15 November 2009

Furor in Colombia : The Yanks are Still Coming

Venezuela Pres. Hugo Chavez addresses rally in Caracas, Friday, Nov. 13, 2009, protesting U.S.-Columbia military agrement. Photo by Fernando LLano / AP.

The U.S. Invasion of Colombia:
Touching all the bases


By Marion Delgado / The Rag Blog / November 15, 2009

CARTEGENA DES INDIES, Colombia -- The furor over a newly-signed agreement between the U.S. and Colombian governments continues, with denunciation of what was signed on Oct. 30 from all sides.

I must say “what was signed” because as of now it is being called many different things. There is a category four bullshit storm blowing across most of South America. “What it is” seems as much in doubt as “what is in it.” At various times it is described as a U.S. pact, an agreement, the pact, security pact, or as an addendum to an existing agreement; each description is then negated by a critic or a supporter and a substitute term inserted.

Last August, U.S. Secretary of State Hilary Clinton said, “The United States does not have and does not seek bases inside Colombia." Maintaining that line this week, State Department spokesman Ian Kelly told reporters the agreement "doesn't provide us with any kind of bases in Colombia. It provides us with an opportunity to cooperate with Colombia in some issues related to counternarcotics and interoperability in that regard."

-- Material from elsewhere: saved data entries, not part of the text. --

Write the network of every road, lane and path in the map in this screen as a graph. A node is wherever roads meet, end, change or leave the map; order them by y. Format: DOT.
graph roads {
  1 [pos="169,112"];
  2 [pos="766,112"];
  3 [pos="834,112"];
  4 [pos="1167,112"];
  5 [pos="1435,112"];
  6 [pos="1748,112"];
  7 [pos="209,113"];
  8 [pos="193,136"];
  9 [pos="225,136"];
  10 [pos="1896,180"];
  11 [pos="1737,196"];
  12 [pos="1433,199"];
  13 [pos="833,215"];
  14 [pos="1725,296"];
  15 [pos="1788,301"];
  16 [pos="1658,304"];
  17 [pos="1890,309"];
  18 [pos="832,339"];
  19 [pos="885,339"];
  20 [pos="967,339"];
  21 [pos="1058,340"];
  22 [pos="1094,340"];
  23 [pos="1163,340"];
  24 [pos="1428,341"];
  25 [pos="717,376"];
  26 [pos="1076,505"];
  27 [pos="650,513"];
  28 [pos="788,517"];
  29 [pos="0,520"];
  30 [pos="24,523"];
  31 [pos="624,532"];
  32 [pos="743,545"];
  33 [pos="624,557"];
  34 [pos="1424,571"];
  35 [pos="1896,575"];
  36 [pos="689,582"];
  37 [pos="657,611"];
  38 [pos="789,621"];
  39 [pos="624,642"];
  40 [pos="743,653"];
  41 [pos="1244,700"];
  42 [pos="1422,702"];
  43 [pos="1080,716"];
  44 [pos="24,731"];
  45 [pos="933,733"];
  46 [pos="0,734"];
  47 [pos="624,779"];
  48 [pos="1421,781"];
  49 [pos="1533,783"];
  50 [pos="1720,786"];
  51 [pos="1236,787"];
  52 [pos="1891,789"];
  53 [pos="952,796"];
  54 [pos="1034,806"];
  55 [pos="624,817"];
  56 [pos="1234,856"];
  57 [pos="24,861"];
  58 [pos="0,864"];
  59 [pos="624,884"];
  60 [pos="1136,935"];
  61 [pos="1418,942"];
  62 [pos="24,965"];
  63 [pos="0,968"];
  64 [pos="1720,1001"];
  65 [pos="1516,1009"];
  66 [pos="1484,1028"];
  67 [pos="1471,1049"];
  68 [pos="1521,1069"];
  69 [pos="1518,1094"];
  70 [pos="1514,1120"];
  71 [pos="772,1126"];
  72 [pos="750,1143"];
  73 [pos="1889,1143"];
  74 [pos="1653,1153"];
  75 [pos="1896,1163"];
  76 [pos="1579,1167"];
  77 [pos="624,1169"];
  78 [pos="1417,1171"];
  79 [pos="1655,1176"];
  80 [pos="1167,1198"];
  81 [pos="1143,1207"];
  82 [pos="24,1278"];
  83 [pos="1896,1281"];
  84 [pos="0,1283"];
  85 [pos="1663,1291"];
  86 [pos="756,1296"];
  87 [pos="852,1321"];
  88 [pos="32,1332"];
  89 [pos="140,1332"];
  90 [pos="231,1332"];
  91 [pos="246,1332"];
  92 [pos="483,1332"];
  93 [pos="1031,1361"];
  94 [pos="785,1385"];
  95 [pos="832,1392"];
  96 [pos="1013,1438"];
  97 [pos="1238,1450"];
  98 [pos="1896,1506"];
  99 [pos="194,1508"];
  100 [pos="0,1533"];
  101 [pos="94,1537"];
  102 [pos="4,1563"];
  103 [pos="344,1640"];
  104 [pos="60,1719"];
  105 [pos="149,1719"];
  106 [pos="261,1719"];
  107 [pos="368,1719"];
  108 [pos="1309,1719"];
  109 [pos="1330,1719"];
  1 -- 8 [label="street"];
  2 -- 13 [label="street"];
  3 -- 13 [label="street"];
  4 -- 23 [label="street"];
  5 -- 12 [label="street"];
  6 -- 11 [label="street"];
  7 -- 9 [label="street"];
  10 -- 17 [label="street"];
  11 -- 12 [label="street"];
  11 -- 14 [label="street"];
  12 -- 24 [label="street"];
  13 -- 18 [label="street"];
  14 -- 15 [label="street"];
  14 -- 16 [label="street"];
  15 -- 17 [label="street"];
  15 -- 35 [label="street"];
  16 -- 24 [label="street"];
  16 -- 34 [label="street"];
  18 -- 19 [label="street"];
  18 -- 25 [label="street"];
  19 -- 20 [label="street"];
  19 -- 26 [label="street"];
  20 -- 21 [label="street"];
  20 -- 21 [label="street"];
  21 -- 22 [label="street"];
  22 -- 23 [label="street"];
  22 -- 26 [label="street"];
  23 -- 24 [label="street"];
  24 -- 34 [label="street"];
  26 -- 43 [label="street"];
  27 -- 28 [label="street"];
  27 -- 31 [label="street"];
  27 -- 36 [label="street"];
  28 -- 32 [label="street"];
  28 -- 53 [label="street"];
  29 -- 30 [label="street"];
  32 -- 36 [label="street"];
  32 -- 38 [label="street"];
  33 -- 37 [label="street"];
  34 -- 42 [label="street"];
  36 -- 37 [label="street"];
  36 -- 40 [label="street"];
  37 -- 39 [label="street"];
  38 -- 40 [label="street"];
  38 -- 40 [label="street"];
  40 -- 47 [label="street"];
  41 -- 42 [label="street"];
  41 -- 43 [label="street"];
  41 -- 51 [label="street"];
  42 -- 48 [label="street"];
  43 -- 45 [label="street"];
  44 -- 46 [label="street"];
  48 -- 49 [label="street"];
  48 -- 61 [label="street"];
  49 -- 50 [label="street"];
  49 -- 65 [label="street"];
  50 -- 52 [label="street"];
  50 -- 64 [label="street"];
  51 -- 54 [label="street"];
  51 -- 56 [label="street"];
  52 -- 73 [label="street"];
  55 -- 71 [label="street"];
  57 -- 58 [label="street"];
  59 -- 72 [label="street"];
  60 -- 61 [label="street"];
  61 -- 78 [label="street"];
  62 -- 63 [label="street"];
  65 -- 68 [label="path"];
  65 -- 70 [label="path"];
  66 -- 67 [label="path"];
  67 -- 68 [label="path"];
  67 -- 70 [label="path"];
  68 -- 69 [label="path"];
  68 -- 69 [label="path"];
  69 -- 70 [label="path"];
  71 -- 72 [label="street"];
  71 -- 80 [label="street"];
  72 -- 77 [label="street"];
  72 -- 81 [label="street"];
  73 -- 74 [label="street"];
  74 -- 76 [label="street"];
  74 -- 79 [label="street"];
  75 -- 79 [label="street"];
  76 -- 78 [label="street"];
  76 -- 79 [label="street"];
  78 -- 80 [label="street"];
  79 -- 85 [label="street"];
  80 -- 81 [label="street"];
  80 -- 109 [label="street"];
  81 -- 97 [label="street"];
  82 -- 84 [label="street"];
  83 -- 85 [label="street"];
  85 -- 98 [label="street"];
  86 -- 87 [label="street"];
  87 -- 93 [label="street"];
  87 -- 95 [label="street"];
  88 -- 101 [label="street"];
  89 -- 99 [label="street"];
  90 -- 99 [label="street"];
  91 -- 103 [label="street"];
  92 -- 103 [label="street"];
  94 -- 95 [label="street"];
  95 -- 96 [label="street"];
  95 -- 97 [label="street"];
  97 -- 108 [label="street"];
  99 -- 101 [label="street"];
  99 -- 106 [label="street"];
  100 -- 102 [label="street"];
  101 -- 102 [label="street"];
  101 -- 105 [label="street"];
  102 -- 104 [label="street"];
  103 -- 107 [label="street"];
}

However, that doesn’t quite jibe with a U.S. Defense Department document that stated the U.S. military will not only have access to Colombian military bases, but also be able to use major international civilian airports. While we will attach to existing bases, we will build our own sections. This is already started with a $46 million dollar expansion of a runway at Palanquero Air Base in Puerto Salgar, Cundinamarca. June 15th the U.S. State Department authorized a contract worth almost a half million dollars to expand warehouses at Tolemaida.

According to reported provisions, U.S. military personnel and defense contractors will also enjoy diplomatic immunity in Colombia. But President Alvaro Uribe's conservative government says there will be "no impunity" for any crimes committed by the U.S. military, insisting the agreement commits Washington to investigate and punish such cases. "The agreement includes such important things [as]… no U.S. jurisdiction or courts martial in Colombia, or that Colombia may participate in investigations conducted against American officials," added Colombian Foreign Minister Jaime Bermudez.

Immunity for U.S. soldiers in Colombia raises hackles because a U.S. soldier and contractor reportedly raped a 12-year-old Colombian girl inside Tolemaida military base in 2006, dumping her outside the gates in the morning. The two alleged rapists remain free and returned to the U.S. without facing any charges. U.S. soldiers in Colombia reportedly committed 37 acts of sexual abuse from 2006 to 2007.

U.S. Ambassador to Colombia William Brownfield, one of the signatories, said the pact "updates" and "modernizes" agreements already in place between the two countries, signed in 1952, 1962, and 1974. The new 10-year deal allows the U.S. military to use seven bases in strategically located Colombia, which shares borders with Venezuela, Ecuador, Brazil, Peru, and Panama, and boasts both Pacific and Caribbean-Atlantic ports.

The agreement caused early concern not only among neighboring countries, but among inhabitants of Colombia, because its details were not known, nor was the Colombian Congress consulted. An August meeting of concerned South American countries called the previous U.S.-Colombia agreement “extra-regional interference” and an act of imperialism. The Colombian government refused to give details of the agreement because it was not signed yet and because it was “a reserved matter according its sovereignty.”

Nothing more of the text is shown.